Christiana Williams is a first year Ed.D. Candidate in the Curriculum and Instruction program here at the University of Denver. She is a veteran teacher with 17 years of experience teaching in low SES urban schools. She runs her own non-profit mentoring organization for urban middle school girls of color; The YES Circle (The Young Empowered Sisters Circle). Chris is interested in instructing pre-service educators on how to be culturally responsive teachers of African American children. One of her goals is to develop a dynamic and effective professional development for educators centered around culturally responsive pedagogy. She would also like to consult in various districts throughout the country. At the Kennedy Institute, Chris is currently working on the Connect 4 Learning (C4L) grant, as a teaching coach. She helps implement the C4L curriculum within various schools around the Denver metro area.
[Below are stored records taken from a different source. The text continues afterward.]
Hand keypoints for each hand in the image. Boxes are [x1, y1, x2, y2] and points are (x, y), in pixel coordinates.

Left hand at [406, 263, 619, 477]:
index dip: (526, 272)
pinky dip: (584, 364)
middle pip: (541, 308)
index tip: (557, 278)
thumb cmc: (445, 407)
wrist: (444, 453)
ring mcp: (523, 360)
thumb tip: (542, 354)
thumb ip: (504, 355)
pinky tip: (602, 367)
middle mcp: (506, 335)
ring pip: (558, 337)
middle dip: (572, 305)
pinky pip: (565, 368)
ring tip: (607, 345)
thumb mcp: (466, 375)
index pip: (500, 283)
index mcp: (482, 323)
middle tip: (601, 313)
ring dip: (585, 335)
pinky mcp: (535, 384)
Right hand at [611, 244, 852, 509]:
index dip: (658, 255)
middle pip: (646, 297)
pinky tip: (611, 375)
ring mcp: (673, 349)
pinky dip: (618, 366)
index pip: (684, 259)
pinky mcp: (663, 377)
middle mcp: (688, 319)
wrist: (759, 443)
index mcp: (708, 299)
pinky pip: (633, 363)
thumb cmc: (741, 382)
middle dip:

Gabrielle Witherill is a first year Educational Specialist candidate in the Child, Family, and School Psychology program with a concentration in Early Childhood. Gabrielle is interested in working with students and families of diverse cultural backgrounds within the early childhood setting, specifically about the importance of mental health. Her other interest include working and supporting students and families of those who have experienced trauma. As a Graduate Research Assistant, Gabrielle has been involved in preschool assessment, materials management, and data analysis.
Nanxi Xu is a second year M.A. student in the Counseling Psychology program. Currently, Nanxi is working for the Kennedy Institute on the Technology-enhanced, Research-based, Instruction, Assessment, and professional Development (TRIAD) project. This project works to better understand children’s mathematical learning mechanism and developmental intervention. Specifically, Nanxi is in charge of developing the coding protocol to study children’s pride and shame behaviors.
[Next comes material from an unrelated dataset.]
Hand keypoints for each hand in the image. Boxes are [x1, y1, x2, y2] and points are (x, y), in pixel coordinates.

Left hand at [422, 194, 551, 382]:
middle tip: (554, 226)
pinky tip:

Keaton Zucker is a Graduate Research Assistant for the Kennedy Institute. She holds a Master’s degree from Columbia University and is currently pursuing a PhD in Counseling Psychology from the University of Denver. Before coming to the University of Denver she was a mental health clinician and clinical supervisor at a school based health center in New York City. She has extensive clinical experience working with diverse adolescent and adult populations and their families. She has experience administering, and interpreting neuropsychological assessments for children with attention deficit disorders, interpersonal difficulties and learning disorders. The focus of her research is on the impact of social class on psychological processes, career development, college-to-career transition, athletic commitment and relationships, community suicide prevention, and diversity issues. At the Kennedy Institute, she administers brief math assessments to elementary school students and assists with data entry and data video verification.